**EXERCISE PROMPT:** Pull every line holding the string "Mestre" from the records below.

**ENTRIES SUPPLIED:**
______________________________

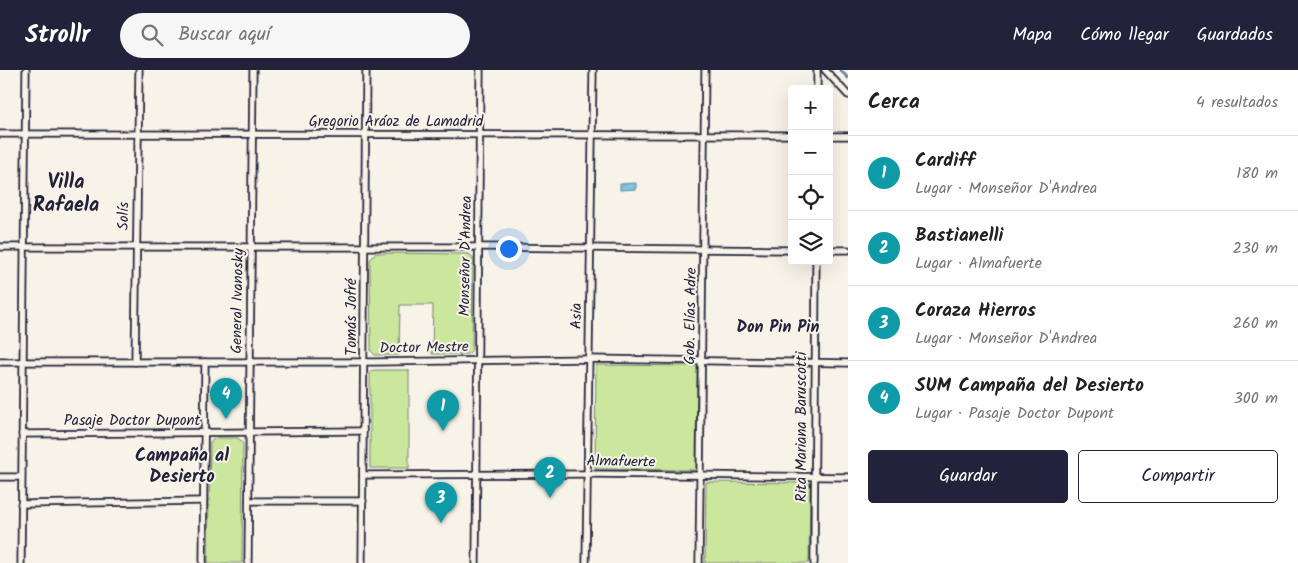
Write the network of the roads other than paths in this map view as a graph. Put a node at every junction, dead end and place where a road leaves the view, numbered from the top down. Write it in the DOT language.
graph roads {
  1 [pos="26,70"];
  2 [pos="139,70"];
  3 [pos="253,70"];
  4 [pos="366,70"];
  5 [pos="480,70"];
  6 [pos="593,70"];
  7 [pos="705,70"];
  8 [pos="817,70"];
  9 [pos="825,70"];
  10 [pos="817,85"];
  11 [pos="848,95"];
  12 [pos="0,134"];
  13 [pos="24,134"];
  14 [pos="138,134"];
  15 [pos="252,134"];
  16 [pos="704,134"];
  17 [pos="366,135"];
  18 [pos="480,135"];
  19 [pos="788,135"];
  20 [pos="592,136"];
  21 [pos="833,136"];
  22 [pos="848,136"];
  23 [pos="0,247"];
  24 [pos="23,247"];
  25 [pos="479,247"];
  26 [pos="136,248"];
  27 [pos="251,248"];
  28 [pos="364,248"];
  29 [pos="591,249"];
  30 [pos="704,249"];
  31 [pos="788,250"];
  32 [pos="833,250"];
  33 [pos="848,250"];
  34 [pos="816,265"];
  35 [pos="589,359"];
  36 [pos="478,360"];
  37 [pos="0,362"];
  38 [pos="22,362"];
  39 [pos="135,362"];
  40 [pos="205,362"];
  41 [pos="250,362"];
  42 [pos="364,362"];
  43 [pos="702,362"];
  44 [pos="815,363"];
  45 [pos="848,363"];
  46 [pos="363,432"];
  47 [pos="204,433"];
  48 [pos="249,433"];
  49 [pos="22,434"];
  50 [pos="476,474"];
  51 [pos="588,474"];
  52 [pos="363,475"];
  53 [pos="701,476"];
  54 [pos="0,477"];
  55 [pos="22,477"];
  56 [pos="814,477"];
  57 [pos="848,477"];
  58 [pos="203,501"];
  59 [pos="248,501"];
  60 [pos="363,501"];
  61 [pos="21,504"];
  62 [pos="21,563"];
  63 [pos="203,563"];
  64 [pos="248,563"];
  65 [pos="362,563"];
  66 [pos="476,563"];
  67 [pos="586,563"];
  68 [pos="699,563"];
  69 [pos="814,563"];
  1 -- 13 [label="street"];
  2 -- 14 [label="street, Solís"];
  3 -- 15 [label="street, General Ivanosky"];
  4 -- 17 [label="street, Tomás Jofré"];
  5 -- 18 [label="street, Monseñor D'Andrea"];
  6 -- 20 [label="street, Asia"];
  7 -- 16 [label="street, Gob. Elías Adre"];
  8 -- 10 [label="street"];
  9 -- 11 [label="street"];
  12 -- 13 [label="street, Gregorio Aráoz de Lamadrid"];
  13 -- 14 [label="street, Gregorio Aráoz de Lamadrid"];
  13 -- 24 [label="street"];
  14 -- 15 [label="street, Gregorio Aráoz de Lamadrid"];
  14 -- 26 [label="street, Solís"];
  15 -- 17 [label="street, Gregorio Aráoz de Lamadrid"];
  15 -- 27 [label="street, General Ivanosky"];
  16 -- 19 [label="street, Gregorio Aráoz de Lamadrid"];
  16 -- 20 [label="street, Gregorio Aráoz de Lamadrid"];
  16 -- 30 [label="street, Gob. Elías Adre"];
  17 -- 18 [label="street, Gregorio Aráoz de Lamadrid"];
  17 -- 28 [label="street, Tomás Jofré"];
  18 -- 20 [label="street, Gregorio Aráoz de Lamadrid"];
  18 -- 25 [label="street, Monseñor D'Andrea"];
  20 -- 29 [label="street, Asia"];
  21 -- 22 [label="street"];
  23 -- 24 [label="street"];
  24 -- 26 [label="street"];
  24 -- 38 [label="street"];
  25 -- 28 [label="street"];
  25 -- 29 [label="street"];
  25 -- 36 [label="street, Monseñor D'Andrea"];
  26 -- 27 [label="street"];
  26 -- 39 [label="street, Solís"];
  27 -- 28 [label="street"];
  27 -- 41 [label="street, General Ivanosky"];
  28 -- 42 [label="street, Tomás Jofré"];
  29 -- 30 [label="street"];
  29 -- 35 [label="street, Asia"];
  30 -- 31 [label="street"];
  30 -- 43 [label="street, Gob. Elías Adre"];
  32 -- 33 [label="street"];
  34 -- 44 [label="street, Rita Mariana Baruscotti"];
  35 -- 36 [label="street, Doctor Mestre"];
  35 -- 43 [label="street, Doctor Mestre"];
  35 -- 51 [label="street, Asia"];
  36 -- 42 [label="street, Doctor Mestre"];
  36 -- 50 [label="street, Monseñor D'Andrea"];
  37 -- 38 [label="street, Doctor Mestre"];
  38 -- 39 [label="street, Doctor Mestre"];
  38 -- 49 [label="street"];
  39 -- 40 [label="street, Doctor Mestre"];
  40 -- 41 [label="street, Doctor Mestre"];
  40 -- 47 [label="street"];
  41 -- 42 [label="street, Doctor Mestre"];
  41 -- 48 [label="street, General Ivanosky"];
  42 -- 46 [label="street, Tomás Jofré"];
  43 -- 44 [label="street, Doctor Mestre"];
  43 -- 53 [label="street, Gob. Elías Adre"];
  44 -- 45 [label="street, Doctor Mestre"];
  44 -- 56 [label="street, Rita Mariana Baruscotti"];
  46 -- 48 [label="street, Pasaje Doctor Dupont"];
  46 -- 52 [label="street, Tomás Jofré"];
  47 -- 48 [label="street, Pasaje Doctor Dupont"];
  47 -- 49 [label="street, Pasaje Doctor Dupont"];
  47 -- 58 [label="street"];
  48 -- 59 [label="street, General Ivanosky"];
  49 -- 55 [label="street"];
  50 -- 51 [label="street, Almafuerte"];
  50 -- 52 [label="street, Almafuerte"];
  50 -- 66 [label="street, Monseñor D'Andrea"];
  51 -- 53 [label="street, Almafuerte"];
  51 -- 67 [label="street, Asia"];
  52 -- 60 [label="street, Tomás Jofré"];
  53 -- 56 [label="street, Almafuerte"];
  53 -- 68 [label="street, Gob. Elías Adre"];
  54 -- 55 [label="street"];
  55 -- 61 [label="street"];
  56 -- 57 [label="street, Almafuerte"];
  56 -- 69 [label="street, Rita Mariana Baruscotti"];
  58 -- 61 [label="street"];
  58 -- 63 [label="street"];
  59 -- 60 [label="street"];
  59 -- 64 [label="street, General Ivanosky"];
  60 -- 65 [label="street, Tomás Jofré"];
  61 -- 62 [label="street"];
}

______________________________

**SOLUTION:**
  35 -- 36 [label="street, Doctor Mestre"];
  35 -- 43 [label="street, Doctor Mestre"];
  36 -- 42 [label="street, Doctor Mestre"];
  37 -- 38 [label="street, Doctor Mestre"];
  38 -- 39 [label="street, Doctor Mestre"];
  39 -- 40 [label="street, Doctor Mestre"];
  40 -- 41 [label="street, Doctor Mestre"];
  41 -- 42 [label="street, Doctor Mestre"];
  43 -- 44 [label="street, Doctor Mestre"];
  44 -- 45 [label="street, Doctor Mestre"];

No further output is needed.